## THE TASK:
Which lines make up the answer? Those from the line with "Digitize the connectivity of every" through the end of the data; reproduce them exactly.

Stored items

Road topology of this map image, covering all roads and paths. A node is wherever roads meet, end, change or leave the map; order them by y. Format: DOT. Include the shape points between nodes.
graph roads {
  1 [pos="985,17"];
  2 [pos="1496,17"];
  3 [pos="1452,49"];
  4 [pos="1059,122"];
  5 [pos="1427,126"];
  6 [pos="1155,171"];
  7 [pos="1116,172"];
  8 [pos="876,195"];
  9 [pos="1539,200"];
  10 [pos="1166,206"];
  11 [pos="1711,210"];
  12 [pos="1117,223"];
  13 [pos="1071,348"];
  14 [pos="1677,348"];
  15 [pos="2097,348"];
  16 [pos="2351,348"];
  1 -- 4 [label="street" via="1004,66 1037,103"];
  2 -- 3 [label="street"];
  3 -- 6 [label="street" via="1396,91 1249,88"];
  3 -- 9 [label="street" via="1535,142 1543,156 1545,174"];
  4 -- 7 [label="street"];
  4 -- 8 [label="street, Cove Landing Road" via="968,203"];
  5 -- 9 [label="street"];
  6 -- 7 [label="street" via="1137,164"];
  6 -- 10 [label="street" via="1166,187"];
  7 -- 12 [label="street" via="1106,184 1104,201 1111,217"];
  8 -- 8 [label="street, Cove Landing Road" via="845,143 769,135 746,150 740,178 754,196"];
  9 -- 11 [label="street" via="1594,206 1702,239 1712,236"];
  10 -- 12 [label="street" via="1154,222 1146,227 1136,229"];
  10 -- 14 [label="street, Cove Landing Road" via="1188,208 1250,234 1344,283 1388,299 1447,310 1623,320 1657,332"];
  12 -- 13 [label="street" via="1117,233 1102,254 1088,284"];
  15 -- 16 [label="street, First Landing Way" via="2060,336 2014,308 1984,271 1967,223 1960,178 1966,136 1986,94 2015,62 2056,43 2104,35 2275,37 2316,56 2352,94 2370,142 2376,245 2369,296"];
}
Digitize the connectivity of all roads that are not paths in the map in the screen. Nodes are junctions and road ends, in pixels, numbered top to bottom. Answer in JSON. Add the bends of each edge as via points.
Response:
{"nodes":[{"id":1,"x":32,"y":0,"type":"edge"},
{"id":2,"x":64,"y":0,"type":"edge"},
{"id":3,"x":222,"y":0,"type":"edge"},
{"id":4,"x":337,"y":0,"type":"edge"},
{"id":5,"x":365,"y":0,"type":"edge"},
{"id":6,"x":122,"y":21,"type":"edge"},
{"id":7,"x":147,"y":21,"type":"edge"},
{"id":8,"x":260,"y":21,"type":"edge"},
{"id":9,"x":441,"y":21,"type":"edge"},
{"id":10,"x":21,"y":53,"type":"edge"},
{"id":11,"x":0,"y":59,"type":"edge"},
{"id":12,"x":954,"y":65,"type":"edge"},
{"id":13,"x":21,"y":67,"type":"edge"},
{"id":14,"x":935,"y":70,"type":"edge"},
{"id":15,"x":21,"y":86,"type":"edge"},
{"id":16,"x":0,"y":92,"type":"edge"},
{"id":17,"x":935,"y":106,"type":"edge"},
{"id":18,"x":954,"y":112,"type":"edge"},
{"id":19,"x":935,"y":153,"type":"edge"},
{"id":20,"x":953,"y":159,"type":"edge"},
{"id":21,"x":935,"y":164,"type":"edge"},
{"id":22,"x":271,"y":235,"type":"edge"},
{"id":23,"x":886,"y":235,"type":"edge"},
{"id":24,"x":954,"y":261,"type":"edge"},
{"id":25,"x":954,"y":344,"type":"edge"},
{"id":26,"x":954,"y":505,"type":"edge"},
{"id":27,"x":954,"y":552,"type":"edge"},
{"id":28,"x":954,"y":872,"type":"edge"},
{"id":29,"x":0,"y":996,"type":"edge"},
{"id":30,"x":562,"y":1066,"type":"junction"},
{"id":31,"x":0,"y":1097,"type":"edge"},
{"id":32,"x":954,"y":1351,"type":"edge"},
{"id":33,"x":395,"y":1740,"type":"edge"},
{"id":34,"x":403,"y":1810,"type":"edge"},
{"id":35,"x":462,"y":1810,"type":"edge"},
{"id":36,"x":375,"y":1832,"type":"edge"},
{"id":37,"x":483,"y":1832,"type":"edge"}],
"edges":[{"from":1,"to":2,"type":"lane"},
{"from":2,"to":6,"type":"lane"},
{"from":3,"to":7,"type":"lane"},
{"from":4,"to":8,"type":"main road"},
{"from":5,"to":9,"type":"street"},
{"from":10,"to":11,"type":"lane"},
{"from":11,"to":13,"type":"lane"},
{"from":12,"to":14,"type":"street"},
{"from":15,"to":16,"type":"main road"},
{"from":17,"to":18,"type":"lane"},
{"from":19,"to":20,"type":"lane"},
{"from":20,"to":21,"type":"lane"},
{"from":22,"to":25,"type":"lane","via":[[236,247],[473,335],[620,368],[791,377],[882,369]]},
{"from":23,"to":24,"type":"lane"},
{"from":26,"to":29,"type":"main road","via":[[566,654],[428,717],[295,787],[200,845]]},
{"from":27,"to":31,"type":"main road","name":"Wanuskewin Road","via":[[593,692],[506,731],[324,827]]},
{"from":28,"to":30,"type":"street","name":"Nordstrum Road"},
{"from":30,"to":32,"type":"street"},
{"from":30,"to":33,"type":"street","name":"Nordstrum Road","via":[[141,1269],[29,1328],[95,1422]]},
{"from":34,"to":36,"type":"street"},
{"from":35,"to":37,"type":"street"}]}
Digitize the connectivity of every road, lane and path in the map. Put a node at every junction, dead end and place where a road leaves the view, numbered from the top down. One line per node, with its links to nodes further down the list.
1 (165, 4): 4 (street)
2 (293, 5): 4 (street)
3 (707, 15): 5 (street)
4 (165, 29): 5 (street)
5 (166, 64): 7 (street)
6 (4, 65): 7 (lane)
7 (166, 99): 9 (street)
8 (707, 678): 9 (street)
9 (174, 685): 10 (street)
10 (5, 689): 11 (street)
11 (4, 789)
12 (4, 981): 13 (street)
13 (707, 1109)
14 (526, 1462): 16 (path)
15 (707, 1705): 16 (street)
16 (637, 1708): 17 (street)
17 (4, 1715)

## RESPONSE TO THIS EXERCISE:
Digitize the connectivity of every road, lane and path in the map. Put a node at every junction, dead end and place where a road leaves the view, numbered from the top down. One line per node, with its links to nodes further down the list.
1 (165, 4): 4 (street)
2 (293, 5): 4 (street)
3 (707, 15): 5 (street)
4 (165, 29): 5 (street)
5 (166, 64): 7 (street)
6 (4, 65): 7 (lane)
7 (166, 99): 9 (street)
8 (707, 678): 9 (street)
9 (174, 685): 10 (street)
10 (5, 689): 11 (street)
11 (4, 789)
12 (4, 981): 13 (street)
13 (707, 1109)
14 (526, 1462): 16 (path)
15 (707, 1705): 16 (street)
16 (637, 1708): 17 (street)
17 (4, 1715)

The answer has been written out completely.